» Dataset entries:
━━━

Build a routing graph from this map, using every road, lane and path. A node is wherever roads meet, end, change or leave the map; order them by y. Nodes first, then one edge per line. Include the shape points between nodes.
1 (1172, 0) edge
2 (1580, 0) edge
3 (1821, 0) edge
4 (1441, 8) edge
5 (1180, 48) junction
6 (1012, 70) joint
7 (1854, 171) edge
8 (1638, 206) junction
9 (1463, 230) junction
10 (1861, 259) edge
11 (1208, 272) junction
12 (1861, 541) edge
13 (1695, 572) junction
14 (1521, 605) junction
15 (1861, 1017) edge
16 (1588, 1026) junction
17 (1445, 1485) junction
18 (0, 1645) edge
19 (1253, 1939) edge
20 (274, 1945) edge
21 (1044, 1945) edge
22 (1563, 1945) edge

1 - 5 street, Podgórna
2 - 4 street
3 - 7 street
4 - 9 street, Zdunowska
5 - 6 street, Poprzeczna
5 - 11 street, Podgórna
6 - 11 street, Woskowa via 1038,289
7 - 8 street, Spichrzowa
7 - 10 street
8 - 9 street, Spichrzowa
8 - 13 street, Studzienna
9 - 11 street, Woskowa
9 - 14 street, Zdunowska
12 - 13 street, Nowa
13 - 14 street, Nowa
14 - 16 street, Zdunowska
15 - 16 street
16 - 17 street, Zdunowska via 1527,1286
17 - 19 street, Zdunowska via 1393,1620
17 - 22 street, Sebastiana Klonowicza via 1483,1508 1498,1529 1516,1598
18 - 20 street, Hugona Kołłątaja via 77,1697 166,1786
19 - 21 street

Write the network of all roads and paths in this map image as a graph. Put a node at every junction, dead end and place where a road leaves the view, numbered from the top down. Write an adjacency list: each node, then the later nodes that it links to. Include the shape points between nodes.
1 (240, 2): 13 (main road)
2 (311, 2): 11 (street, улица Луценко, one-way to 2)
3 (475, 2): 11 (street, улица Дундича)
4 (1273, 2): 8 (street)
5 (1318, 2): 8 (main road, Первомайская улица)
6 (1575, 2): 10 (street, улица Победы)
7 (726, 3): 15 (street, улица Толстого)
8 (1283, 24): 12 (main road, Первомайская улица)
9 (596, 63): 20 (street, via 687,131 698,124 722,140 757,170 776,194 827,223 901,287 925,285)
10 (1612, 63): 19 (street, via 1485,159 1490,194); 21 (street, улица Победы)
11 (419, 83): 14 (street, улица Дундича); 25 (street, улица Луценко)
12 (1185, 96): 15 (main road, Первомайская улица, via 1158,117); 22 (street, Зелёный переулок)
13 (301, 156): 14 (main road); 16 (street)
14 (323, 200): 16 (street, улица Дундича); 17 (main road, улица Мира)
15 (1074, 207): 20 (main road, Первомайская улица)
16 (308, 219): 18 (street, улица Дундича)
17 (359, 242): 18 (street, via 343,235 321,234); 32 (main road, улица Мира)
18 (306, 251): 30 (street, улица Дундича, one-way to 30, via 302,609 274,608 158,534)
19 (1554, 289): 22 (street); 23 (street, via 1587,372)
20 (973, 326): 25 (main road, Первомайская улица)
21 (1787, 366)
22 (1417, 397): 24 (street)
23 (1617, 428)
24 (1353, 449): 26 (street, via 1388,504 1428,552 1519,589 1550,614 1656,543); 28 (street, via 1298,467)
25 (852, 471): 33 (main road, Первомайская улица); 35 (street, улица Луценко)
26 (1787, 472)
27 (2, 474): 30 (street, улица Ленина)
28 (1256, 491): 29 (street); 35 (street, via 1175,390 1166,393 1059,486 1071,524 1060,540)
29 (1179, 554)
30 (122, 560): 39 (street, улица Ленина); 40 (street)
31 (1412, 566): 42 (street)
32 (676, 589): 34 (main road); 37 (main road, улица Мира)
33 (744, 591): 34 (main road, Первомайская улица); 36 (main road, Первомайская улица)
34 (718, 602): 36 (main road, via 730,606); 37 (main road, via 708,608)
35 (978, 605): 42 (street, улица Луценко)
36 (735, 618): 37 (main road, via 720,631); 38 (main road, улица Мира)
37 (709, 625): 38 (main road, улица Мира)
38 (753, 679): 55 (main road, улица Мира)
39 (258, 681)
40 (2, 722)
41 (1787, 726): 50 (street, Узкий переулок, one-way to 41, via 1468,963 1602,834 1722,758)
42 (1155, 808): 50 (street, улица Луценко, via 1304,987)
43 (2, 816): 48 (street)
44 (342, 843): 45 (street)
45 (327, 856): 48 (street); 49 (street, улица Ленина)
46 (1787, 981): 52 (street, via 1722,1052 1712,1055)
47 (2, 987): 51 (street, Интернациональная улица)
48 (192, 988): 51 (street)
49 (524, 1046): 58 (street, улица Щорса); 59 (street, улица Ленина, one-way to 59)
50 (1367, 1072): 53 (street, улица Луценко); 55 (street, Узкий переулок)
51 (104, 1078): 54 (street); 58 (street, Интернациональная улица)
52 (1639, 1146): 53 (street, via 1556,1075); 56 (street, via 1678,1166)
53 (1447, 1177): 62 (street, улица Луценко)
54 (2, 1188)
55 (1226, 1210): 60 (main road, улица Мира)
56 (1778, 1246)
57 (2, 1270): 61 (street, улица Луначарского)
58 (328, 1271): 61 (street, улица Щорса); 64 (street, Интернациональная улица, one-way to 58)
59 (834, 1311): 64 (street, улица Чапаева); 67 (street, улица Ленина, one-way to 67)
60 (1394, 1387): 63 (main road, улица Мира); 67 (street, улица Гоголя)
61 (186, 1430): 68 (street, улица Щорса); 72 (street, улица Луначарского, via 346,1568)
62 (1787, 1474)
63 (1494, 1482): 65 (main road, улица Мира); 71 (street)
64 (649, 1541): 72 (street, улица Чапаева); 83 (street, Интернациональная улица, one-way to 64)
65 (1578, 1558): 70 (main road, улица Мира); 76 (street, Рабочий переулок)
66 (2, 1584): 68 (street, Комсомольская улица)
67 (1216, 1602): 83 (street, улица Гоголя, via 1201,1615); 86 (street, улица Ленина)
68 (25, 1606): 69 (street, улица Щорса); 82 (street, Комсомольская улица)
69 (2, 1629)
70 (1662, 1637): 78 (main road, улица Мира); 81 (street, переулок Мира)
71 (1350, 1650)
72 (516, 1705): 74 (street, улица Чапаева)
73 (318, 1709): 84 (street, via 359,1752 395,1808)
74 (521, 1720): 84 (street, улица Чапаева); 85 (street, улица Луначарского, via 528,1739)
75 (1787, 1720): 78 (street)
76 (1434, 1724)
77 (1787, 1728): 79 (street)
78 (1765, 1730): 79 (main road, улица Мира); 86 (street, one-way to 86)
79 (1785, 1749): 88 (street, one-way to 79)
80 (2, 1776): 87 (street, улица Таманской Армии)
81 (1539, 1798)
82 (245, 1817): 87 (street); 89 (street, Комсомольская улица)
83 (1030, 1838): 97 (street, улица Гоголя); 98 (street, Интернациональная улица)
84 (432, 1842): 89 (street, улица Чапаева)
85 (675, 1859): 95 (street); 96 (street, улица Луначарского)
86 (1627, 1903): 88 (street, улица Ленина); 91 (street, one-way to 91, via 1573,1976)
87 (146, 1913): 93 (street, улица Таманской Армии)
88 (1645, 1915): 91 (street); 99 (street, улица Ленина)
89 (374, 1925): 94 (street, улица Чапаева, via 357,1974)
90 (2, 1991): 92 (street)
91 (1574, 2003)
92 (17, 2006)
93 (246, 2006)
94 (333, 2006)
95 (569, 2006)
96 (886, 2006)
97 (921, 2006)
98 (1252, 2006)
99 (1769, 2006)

━━━

» Work item:
From the data above, determine how many lines hold "Победы", and write only the number.

» Task solution:
2